Type checking in DASL

This memo describes one approach to introduce 
syntactic type checking into DASL without relying
on XML extensions. Saveen has already pointed
out that there is a proposed extension
to XML for typing. It would extend the XML 
language by having new constructs such as 

    <elementType id="author">
        <string/>
    </elementType>

to define an "author" conceptual type, the value 
of which is expressed as a string (i.e., the
datatype of "author" is "string").

In this memo, I just focus on the query condition.

This proposal attempts to just use the existing
<!ELEMENT> declaration syntax, so that we don't
have any dependency on the XML extension proposal.
This proposal turns query conditions with type
mismatches into malformed XML documents. This proposal 
will continue to work regardless of the outcome of the
proposal for XML datatype extensions.

ITEM 1:
I postulate small, fixed set of interesting base
datatypes. In this memo, I assume Boolean, integer,
floating point, strings, and datetimes are the
interesting base datatypes for sake of discussion.

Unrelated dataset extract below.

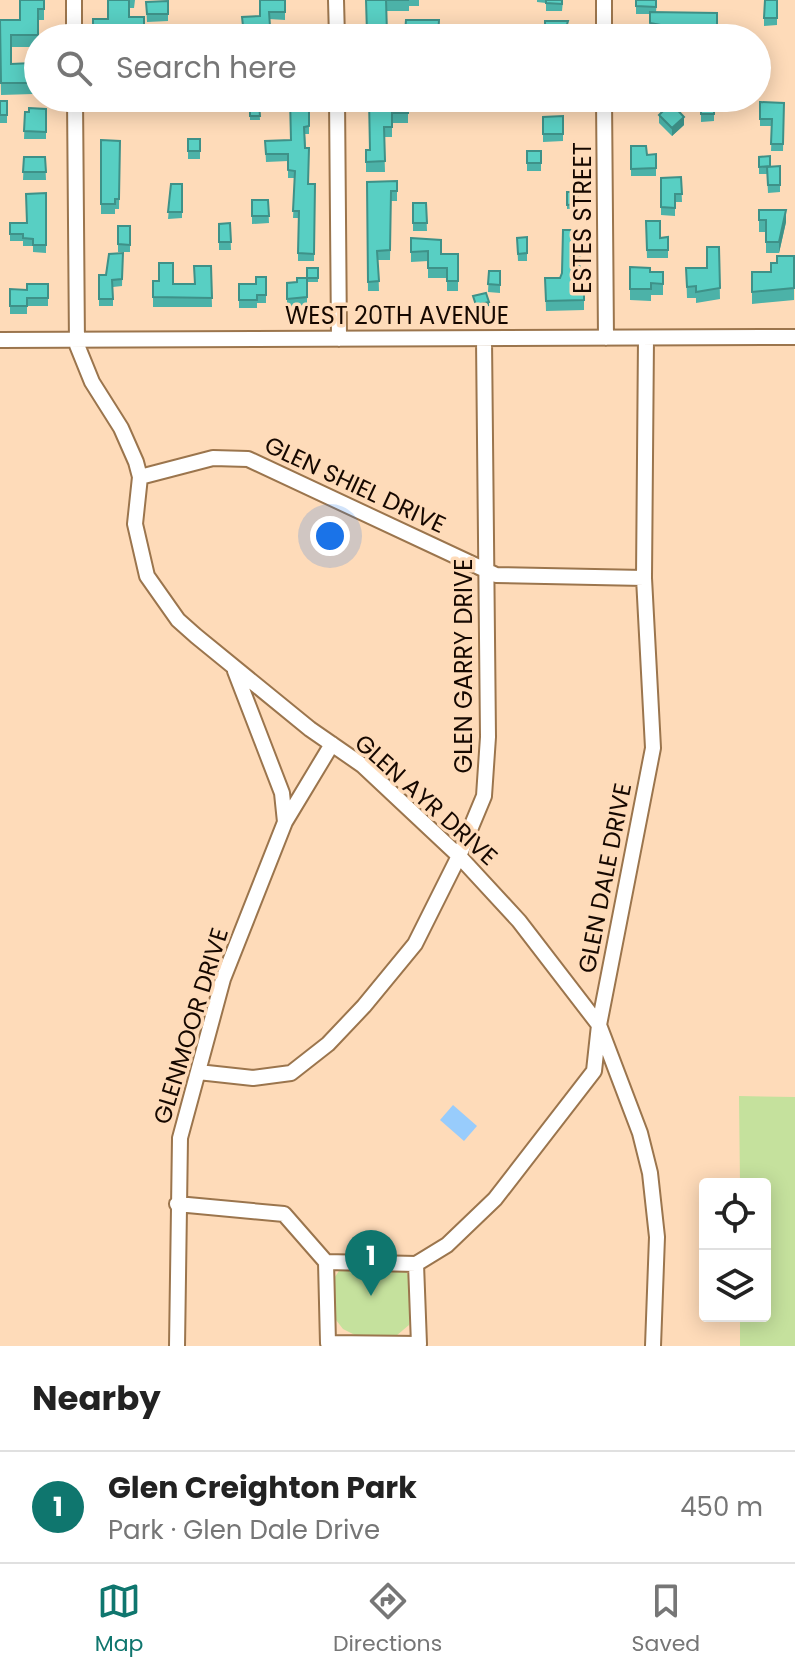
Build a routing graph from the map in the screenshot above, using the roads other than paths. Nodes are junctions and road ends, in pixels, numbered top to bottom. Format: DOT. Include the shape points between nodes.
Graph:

NOTE: Even though I think we should represent
dates as strings in ISO 8061 format using the Zulu
time zone, I made datetimes their own datatype,
so that we can have different operators on them,
e.g., "today's date", etc., and so that you know
you want to run the date string through a format
routine before displaying it, etc.  The fact
that SQL also makes datetimes their own type
is worthy of note, and bolsters this argument. END NOTE

ITEM 2:
There are at most three things that can return a
value of a given datatype: (1) a property,
(2) a literal, and (3) an operator. Therefore, there is
an element type definition for expressions of each
base datatype, and the alternatives of this element
definition are (1) properties with that datatype,
(2) literals of that datatype, and (3) operators
returning that datatype (unless no operators
are currently defined that return that datatype).

ITEM 3:
The "where" clause consists of an operator that 
returns a Boolean value.

ITEM 4:
To add a new operator in the future that returns results
of datatype x, (1) make an element definition, x_op
for all operators that return values of datatype x
if there isn't one already,
(2) make an element definition for the new operator
to show what its operands need to be, and
add it to list of the alternatives of x_op,
and (3) if there isn't already an alternative for x_op
in the element definition of x_expr, add x_op
to its list of alternatives. The x_op and x_expr
forms are just naming conventions, and have no other
significance. In particular, they are not
parsed to discover "x".

Just for the heck of it, I've included a string
length operator, "strlen" that takes a string
argument and returns an integer, and a floating
point addition operator, just to illustrate
how the model extends -- not to propose them
as part of the minimal required operator set.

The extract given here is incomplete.